Ryou curled even farther back into the chair.

"What?" Yami Bakura scoffed. "I thought you wanted to find your mother!"

"M..Mommy told me… n..never to go anywhere with… with strangers…" he answered softly, shaking from Yami Bakura's last outburst.

"Oh." He replied. "Well, you can go with me. I won't hurt you. Okay?"

"O..okay… My… My name is Ryou… What's your… your name, Mister?" Ryou squeaked, still crying a little.

"Uh…" Yami Bakura paused again. If he answered with the name 'Bakura,' there would be a lot of explaining to do. He eventually gave a response. "My… um… friends call me Yami."

"… That's a funny name." Ryou looked back up at Yami Bakura, sniffling. "Mister Yami… You have… have white hair just like me…"

"I guess I do." He replied, holding out his hand. "So, are you coming or not?"

"O…okay, Mister Yami…" He took the bigger man's hand, and climbed slowly out of the chair.

He walked up to the nurse's station in the center of the room.

"Look. This kid's been waiting over here for almost an eternity. Where the fuck is his mother?" Yami Bakura growled. "Names would be under Bakura."

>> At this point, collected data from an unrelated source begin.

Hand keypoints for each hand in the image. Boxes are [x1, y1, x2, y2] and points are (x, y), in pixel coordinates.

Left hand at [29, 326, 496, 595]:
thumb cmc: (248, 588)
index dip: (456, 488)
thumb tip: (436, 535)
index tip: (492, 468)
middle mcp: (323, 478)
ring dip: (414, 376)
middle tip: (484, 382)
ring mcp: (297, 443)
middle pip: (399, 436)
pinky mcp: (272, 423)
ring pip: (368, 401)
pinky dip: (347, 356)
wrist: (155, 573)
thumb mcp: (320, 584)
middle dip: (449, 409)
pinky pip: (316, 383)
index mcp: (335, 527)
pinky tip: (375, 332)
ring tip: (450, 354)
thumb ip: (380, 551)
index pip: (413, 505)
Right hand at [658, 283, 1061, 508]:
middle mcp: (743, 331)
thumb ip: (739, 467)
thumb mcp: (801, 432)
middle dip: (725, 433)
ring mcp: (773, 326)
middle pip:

The nurse, frozen for a moment by the man's harsh words, started shifting through papers and checking data on the computer. Ryou, meanwhile, held onto Yami Bakura's hand, staring up at the big desk in front of him. He couldn't see the nurse, but could hear someone typing on a big keyboard.

"Oh dear…" the woman whispered, not even daring to look her latest visitor in the eyes.

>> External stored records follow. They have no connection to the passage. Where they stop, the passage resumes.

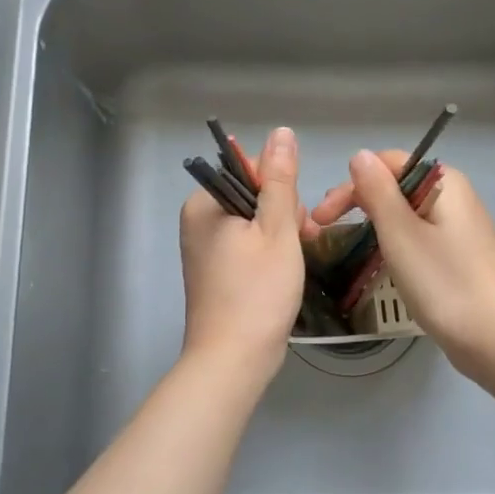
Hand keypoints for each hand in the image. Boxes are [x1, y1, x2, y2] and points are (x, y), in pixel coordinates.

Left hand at [178, 126, 306, 377]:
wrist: (233, 361)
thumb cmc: (257, 292)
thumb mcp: (277, 229)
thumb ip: (280, 179)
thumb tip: (281, 132)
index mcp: (204, 203)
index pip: (250, 169)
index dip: (280, 189)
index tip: (295, 220)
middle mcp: (197, 220)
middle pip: (253, 195)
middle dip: (282, 215)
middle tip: (297, 246)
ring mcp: (203, 248)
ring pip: (254, 222)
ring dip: (280, 236)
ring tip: (292, 264)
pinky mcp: (213, 271)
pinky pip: (246, 246)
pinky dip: (268, 254)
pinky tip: (283, 274)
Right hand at [309, 150, 494, 382]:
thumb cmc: (444, 282)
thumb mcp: (400, 233)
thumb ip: (377, 190)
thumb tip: (360, 155)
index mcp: (442, 181)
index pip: (386, 163)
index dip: (350, 185)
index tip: (322, 217)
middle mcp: (452, 196)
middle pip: (395, 185)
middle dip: (357, 203)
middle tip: (324, 230)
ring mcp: (457, 227)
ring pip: (404, 213)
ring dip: (372, 224)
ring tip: (345, 246)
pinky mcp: (457, 255)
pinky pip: (416, 235)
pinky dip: (392, 242)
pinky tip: (378, 260)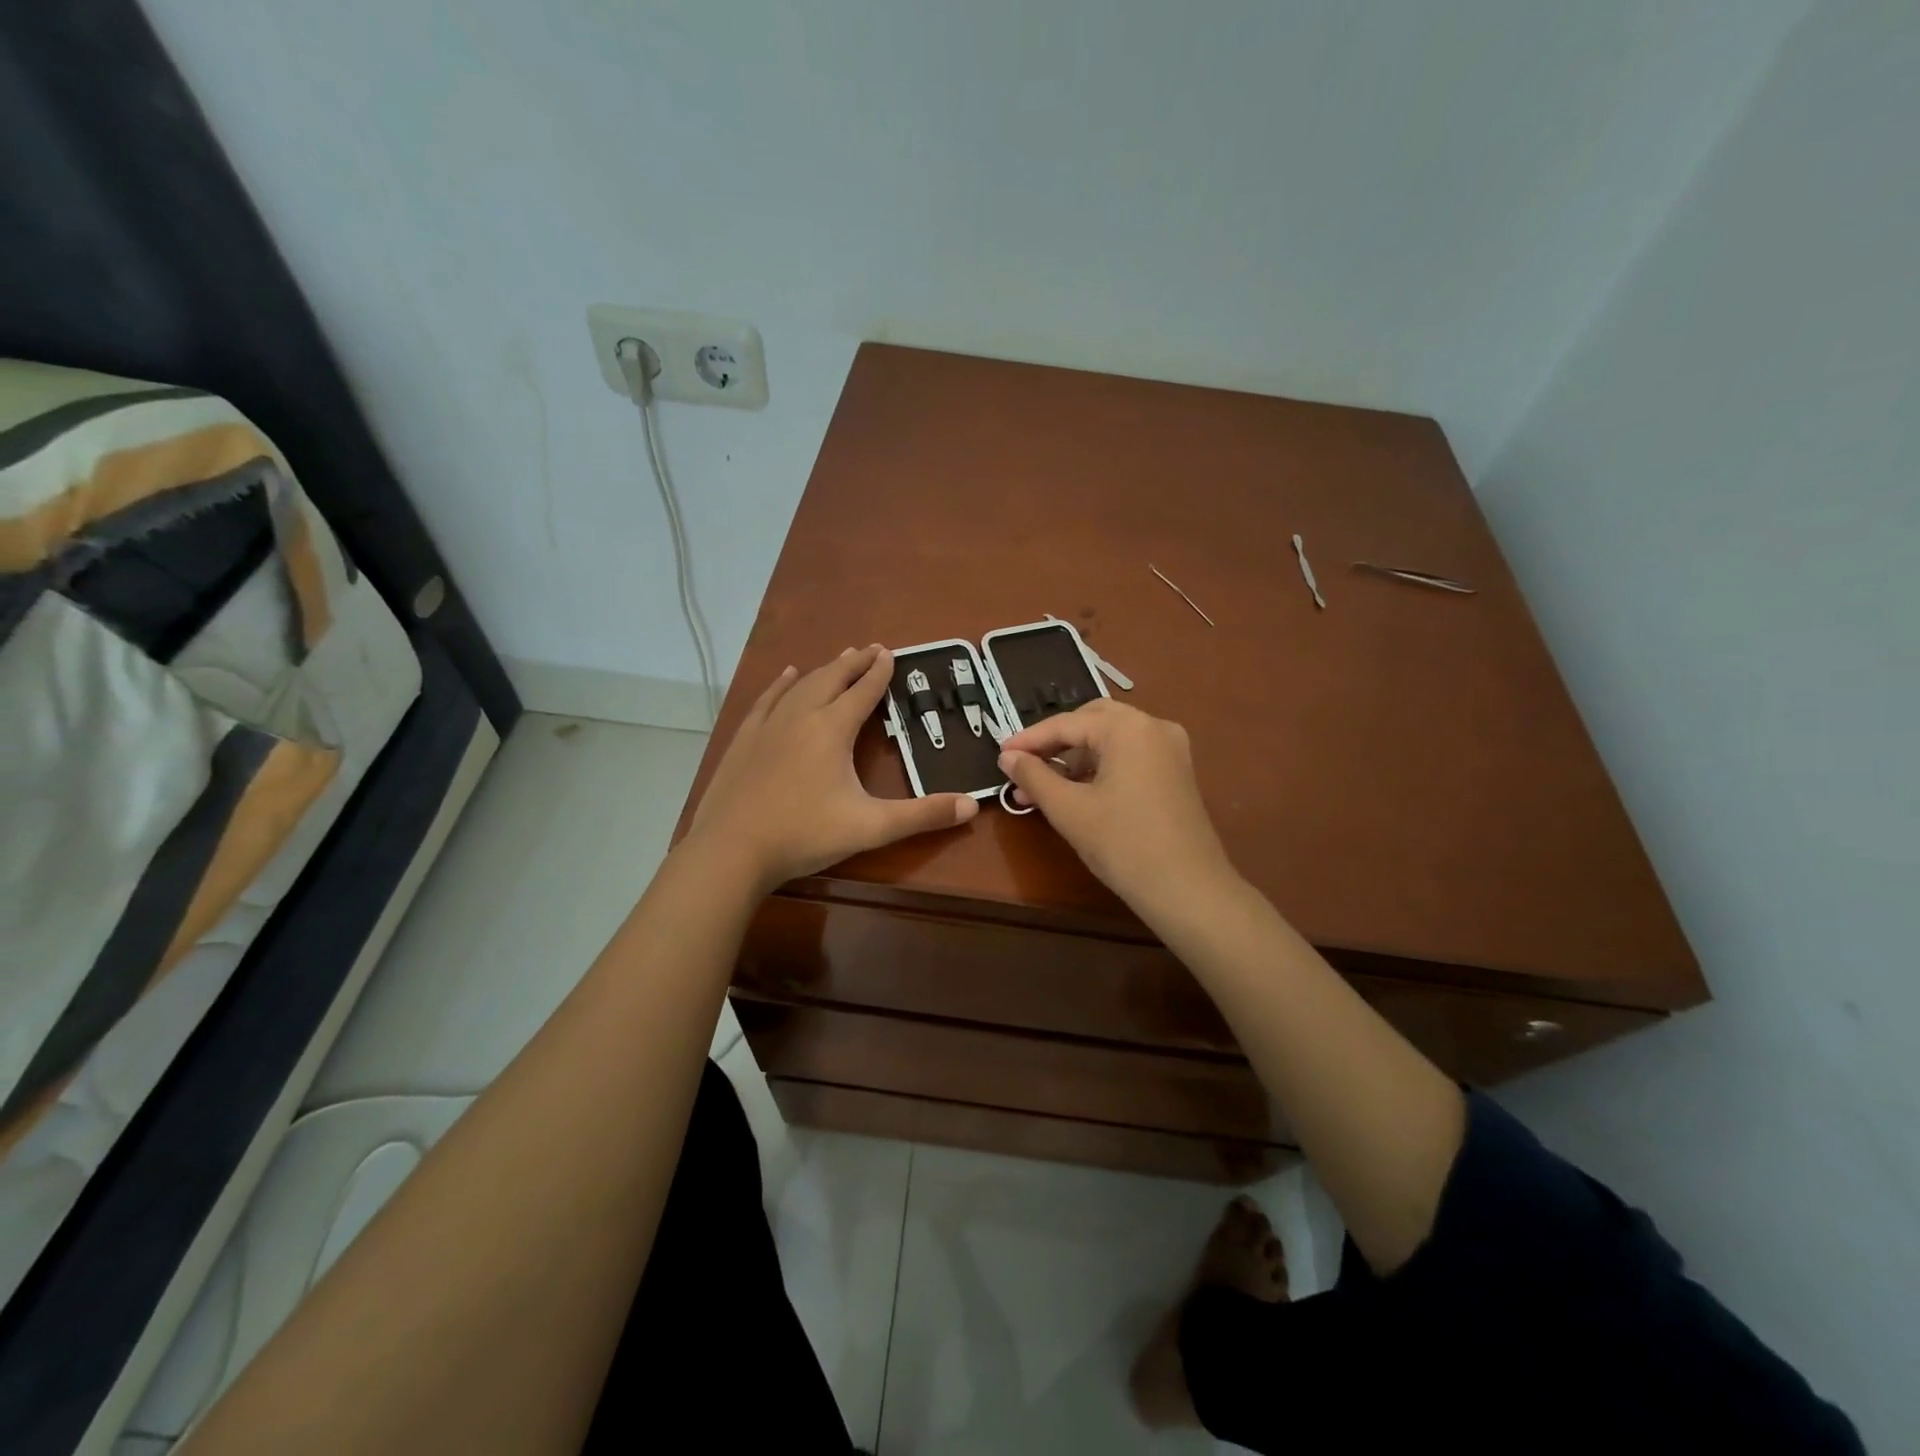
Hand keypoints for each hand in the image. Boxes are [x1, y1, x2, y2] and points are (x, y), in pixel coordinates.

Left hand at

"Oh dear what?" Yami Bakura snapped.

"I'm terribly sorry, Sir." She continued, a knot forming in the back of her throat. "Anna Bakura has passed away…"

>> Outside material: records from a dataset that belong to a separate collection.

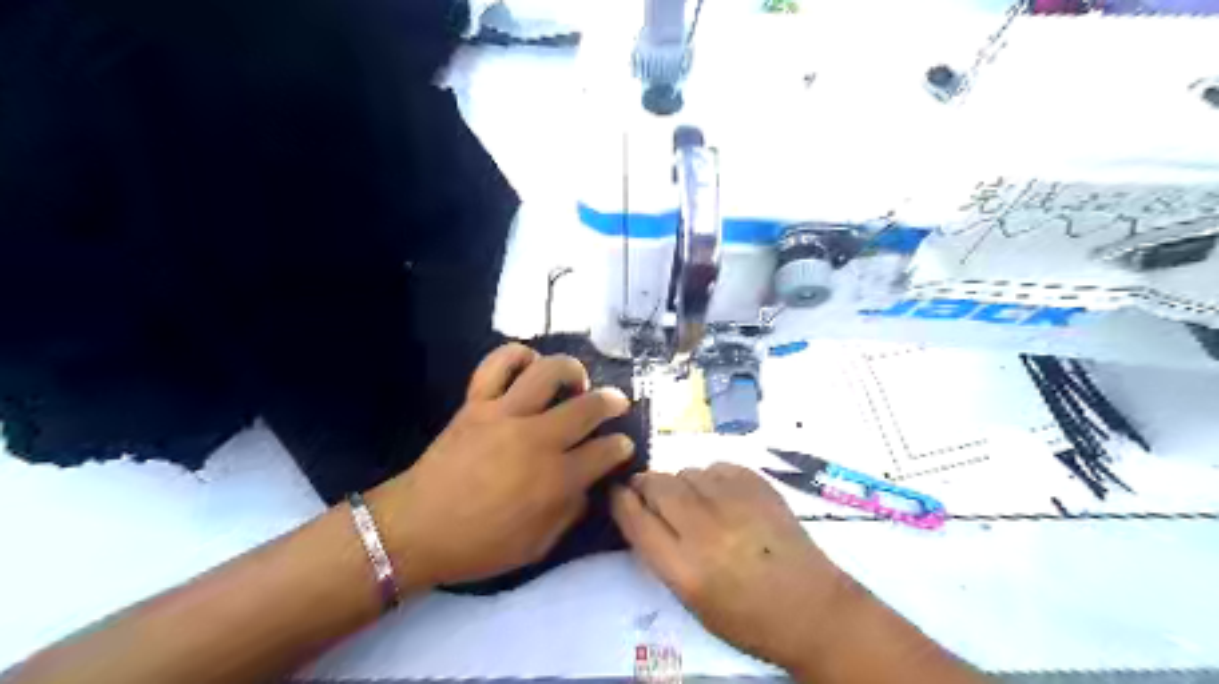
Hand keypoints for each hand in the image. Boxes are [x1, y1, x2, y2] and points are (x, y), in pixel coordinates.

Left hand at [365, 345, 634, 588]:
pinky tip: (529, 364)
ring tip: (577, 380)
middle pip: (587, 407)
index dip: (620, 446)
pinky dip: (517, 355)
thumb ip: (570, 512)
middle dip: (612, 402)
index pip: (604, 452)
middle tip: (617, 403)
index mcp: (555, 480)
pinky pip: (497, 364)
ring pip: (549, 373)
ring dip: (572, 370)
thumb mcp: (537, 546)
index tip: (623, 444)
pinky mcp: (476, 403)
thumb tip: (586, 484)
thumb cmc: (479, 545)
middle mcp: (537, 439)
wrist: (415, 529)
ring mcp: (505, 415)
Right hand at [610, 462, 854, 669]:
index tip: (616, 492)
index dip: (619, 500)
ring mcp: (734, 502)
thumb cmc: (747, 618)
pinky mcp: (758, 486)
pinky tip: (721, 495)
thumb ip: (662, 553)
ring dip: (681, 484)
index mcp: (684, 567)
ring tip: (694, 501)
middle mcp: (705, 529)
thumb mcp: (692, 599)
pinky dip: (711, 477)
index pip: (635, 518)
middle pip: (657, 485)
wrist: (812, 609)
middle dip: (645, 484)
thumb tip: (643, 511)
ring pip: (687, 472)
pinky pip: (717, 466)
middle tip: (649, 491)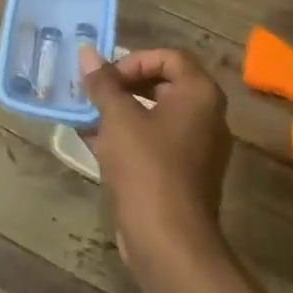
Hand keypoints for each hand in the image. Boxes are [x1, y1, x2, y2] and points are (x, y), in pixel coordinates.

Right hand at [79, 45, 231, 264]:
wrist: (168, 240)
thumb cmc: (146, 166)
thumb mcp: (117, 117)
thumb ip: (102, 82)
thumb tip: (86, 51)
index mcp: (200, 95)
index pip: (169, 57)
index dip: (133, 60)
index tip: (106, 77)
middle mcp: (206, 117)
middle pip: (162, 83)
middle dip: (123, 84)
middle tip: (93, 92)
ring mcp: (197, 148)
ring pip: (154, 115)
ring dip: (119, 111)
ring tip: (85, 114)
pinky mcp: (182, 174)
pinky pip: (153, 141)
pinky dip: (126, 135)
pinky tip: (91, 139)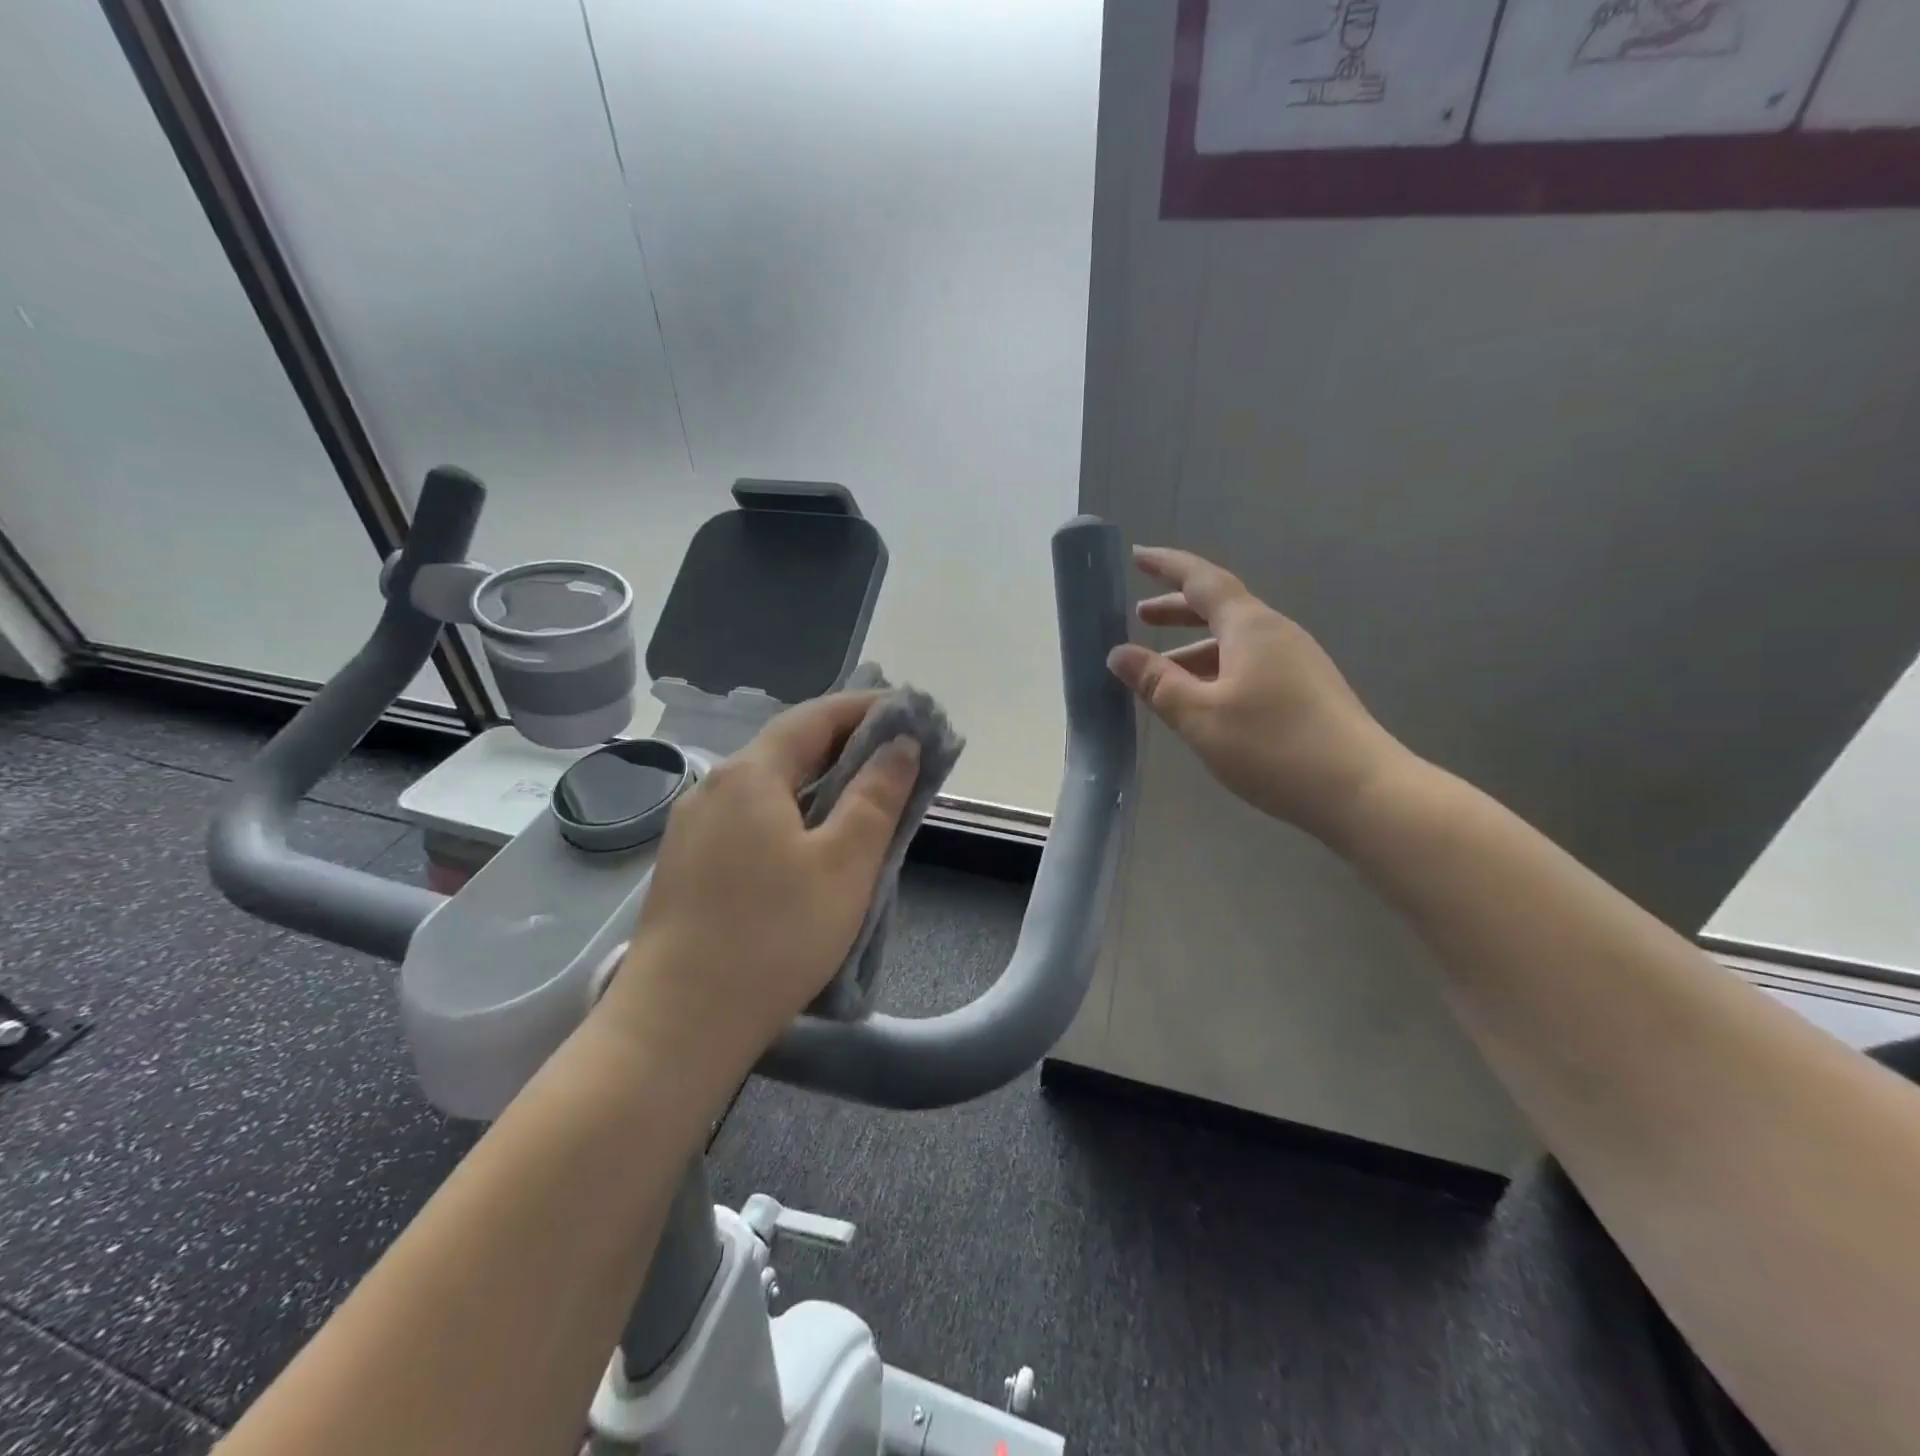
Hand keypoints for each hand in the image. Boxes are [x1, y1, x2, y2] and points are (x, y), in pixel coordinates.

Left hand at [597, 693, 919, 1080]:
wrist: (677, 1025)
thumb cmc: (774, 936)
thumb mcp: (845, 864)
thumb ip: (877, 796)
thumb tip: (901, 744)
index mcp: (750, 774)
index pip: (815, 717)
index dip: (866, 708)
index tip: (910, 711)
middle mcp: (713, 787)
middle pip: (788, 749)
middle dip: (846, 745)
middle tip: (898, 756)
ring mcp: (693, 828)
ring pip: (769, 788)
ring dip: (819, 783)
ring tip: (864, 798)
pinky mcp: (688, 866)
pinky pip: (751, 820)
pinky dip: (792, 814)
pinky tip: (812, 844)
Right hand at [1106, 546, 1409, 843]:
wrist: (1361, 791)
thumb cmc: (1273, 746)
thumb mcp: (1200, 716)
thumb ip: (1157, 682)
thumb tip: (1118, 653)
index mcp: (1250, 627)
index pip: (1202, 581)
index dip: (1168, 566)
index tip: (1138, 556)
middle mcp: (1275, 634)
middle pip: (1220, 608)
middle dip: (1177, 609)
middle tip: (1140, 615)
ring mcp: (1296, 662)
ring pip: (1234, 642)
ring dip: (1194, 647)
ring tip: (1160, 670)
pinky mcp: (1306, 691)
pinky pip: (1249, 665)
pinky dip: (1216, 670)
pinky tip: (1202, 700)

"What?" Yami Bakura screamed, tightening his grip on Ryou's hand. The boy knew immediately that something was wrong.

"Where's my Mommy, Mister Yami? Where's my Mommy?" Ryou screamed back. "What happened to her?"

"What about the girl that came in with her?" Yami Bakura turned back to the nurse, ignoring Ryou's screams for the moment. "The daughter?"

"She…" the nurse choked on her words. "She also passed."

"…A..Amane?"

Yami Bakura froze. Ryou was tugging on his arm, and his heartstrings. And from the looks of things, he was going to be the one to break it to the little boy that his mother and sister were dead.

He dropped to his knee, eye to eye with Ryou.

"Ryou, calm down for a minute and listen to me, okay?" he started, not sure what to say. "Your mom…"

"…I… I want my mommy…"

"Look. She…" he tried to find the right words, if there were any. The little boy's tears were infectious, his eyes big and endearing. "The doctors tried. But… She didn't wake up."

"They… they can make her wake up, Mister Yami." He cried, bursting into long wails. "They have to wake her up! They have to! That's what doctors do! Why won't she wake up?"

"She's never waking up, Ryou." He answered, opening his arms to offer the boy at least a shoulder to cry on. "She's never waking up."

Ryou just leapt into Yami Bakura's waiting arms, and sobbed.